Currently there are "3 comments" on this Article:

  1. KevinB says:

    A “simple” solution would be for the City’s transportation dept. (do we even have one?) dictate a countdown timer for any intersection more than, say, 55 feet in width, and a basic walk/don’t walk signal for those 35 to 55 feet in width.

     
  2. Riggle says:

    This is one of the worst I’ve ever seen, anywhere. What’s that ped-coordinator guy’s email? Time to fill up that in box.

     
  3. gmichaud says:

    The whole area around the stadium is a holly mess for pedestrians, as far as that goes most of downtown is hardly a step up with faceless new buildings and parking lots everywhere.

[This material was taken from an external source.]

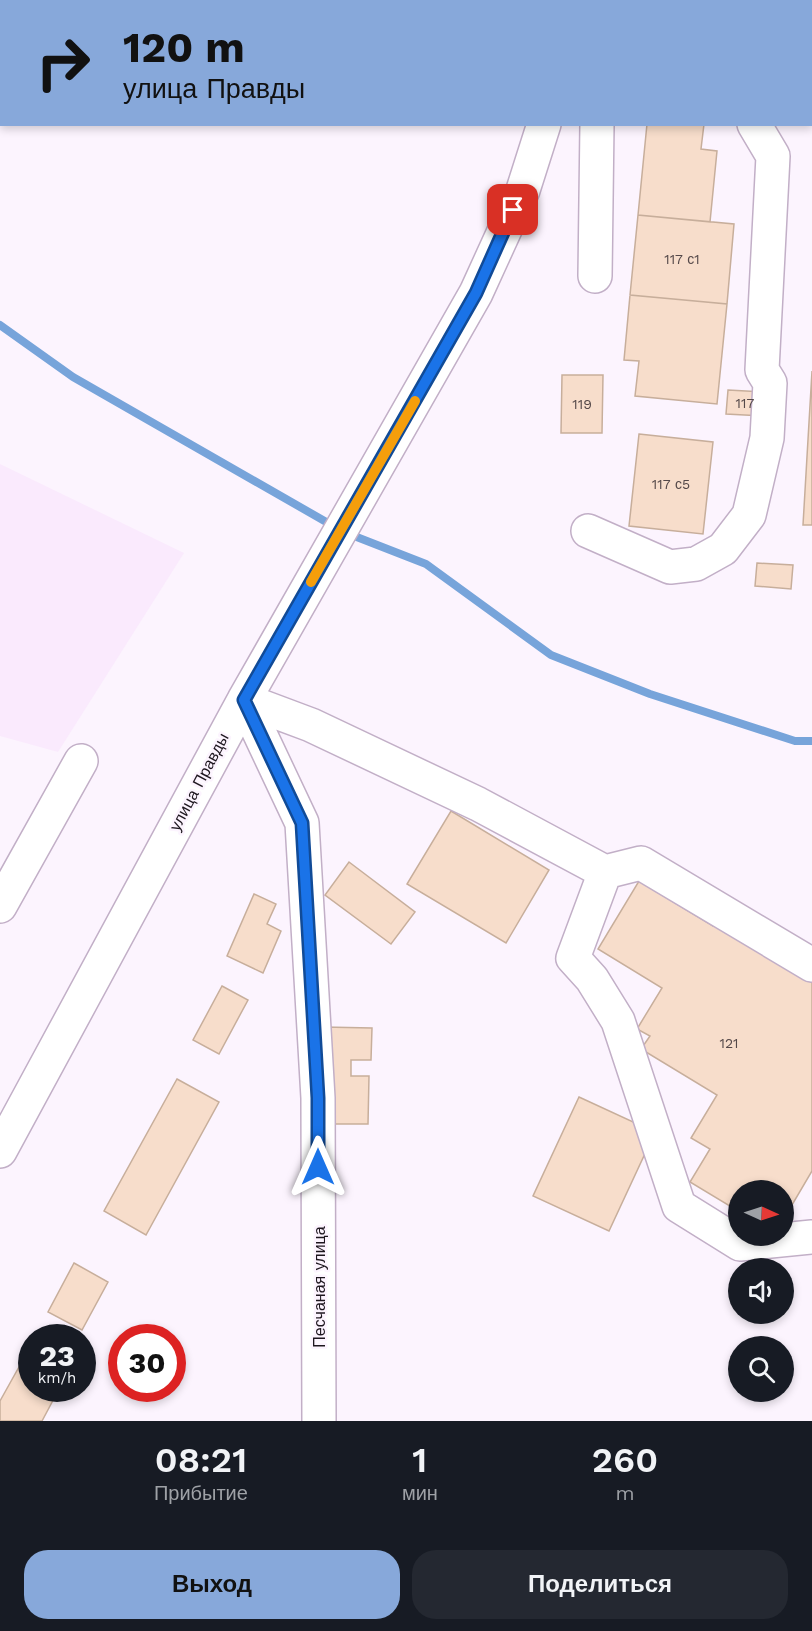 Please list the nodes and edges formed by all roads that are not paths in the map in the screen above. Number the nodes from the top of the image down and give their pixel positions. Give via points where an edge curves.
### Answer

    I told the story here before about writing the Helsinki Planning dept asking what per cent of people take transit and how much parking surrounds their Olympic Stadium (about the same size as Busch Stadium). I can’t remember the exact quote but the traffic engineer from Helsinki Planning responded that he didn’t know the percentage, but there was only parking for around 1850 cars, so just about everyone walks, bikes or takes transit to the stadium.
    Steve, the number of 1850 cars could probably fit into the first garage you have pictured at top.
    If you look at Olympic Stadium in google maps you will find other venues for sports and park space ringed by density and transit.
    The difference is astounding, St. Louis and Helsinki are about the same size, (although Helsinki has a 2050 Vision Plan preparing to grow by 600,000)
    What is it, are people in St. Louis stupid? To be honest most of the area surrounding Busch Stadium is garbage. Ballpark Village makes it a little less garbage, but the whole damn area is pretty well a pedestrian nightmare.
    Riggle is right about the ped guy in City Hall. the trouble with too many of these type of things is it is more for show than anything else, we’ll see I guess.
    I have recently being looking at Helsinki City Planning documents, the public participation process blows St. Louis out of the water.